Bunun yanında konuşamıyorum diye bir köşede oturmuyor elbette kuzu. Hayatım tam içinde, göbeğinde. Her dediğini anlatabiliyor. Mutlaka. Bu konuşma konusu kafamı çok kurcalıyor. Yarın bir pedagoğa gideceğiz. Merak ediyorum neler diyeceğini. Umuyorum "her dediğini anlıyorsunuz, o nedenle konuşmasına gerek kalmıyor" cümlesini kurmaz. Bu cümlenin kesinlikle bu süreci hiç yaşamamış kişilerce kurulan bir ezber olduğunu düşünüyorum. Anlamamayı, Alya'nın işlerini zorlaştırmayı denedik. Ama bu zaten "sabırsız" bir kişilik olan Alya'yı daha da sabırsızlandırdı, sinirlendirdi. Başka bir fayda görmedim. Ağzından çıkaramadığı kelimeyi çıkartmasını sağlamadı. Bazı sesleri hiç duymuyorum. Mesela "sss", mesela "tt", mesela "pp". Ben bu durumu baya sıkıntılı görüyorum. Çünkü her ne kadar hayatın içinde olsa da mesela kitap okuyamıyoruz. Karşılıklı etkileşimimiz sınırlı oluyor. Anlatmak istediğini anlatamaması bence onu ruhsal olarak da çok zorluyor. Bu süreci hızlandırmaya ihtiyacımız var.

Bez meselesi ise yine benim ters köşe olduğum bir konu. Zaten ikinci çocuğun anneye öğrettiği en büyük şey "tükürdüğünü itinayla yalatmak". Haddin olmadan kurduğun tüm cümleleri bir bir hatırlatıyor sana. Çok ukalalık ettim ben bez konusunda "2 yaş çocukların bunu başarabileceği bir yaş" "Bezi atın, çocuk biraz altına yapsın, o kası nasıl kullanacağını çocuk 3-4 haftada öğrenir" Sen misin bunu diyen; Alya tam 6 hafta altı açık dolaştı. Başlangıçta çok güzeldi. Altına yapıyordu, biz arkasında dolaşıp temizliyorduk. Bu zaten bizce normal süreçti, rahattık. Bu hafta olacak, bu hafta olacak derken 6 hafta geçti. Sonra Alya, boşverin ya ben şimdi rahatım bezle" der gibi gidip gidip bezini getirmeye başladı elimize. Tatilde biraz karıştı trafik. Bazen taktık bazen takmadık. 3 hafta sonra eve dönünce tekrar çıkardık bezi. Şimdi kesin olur dedik. 3 hafta oldu, artık bizden habersiz bir yere çiş yaparsa zahmet edip onu da söylememeye başladı. Sanırım bir süre daha ara vereceğiz.

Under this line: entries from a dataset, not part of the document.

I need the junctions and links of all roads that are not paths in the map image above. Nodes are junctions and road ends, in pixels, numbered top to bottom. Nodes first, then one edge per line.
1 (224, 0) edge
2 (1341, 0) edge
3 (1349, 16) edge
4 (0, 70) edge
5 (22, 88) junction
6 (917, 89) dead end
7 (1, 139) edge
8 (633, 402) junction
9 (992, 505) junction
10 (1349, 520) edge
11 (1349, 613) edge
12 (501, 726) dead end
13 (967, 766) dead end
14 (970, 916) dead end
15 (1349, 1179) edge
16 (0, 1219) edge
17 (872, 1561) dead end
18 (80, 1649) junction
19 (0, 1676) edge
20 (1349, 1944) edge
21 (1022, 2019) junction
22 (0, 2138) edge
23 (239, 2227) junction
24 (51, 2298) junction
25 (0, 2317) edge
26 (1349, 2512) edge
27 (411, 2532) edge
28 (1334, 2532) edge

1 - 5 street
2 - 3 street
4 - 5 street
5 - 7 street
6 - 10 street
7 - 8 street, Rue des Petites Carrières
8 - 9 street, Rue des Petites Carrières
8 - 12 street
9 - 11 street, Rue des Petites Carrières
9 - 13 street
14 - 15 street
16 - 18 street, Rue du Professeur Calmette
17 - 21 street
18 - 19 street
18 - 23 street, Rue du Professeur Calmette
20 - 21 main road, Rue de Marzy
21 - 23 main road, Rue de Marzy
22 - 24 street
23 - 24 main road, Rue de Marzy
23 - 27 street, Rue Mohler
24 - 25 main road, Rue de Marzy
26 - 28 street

Gerçi teoride zehir gibi. Çişini yere yaptıktan sonra tuvalete oturmak istiyor. Güya çiş yapıyor, altını sildirip, sifonu çekiyor. Kakayı bu yazıya hiç karıştırmayalım, keyfimiz kaçmasın :)

Bakalım geçen günler neler gösterecek, elbet Alya bir zaman konuşacak, bezi bırakacak, derdimiz bu olsun ey hayat!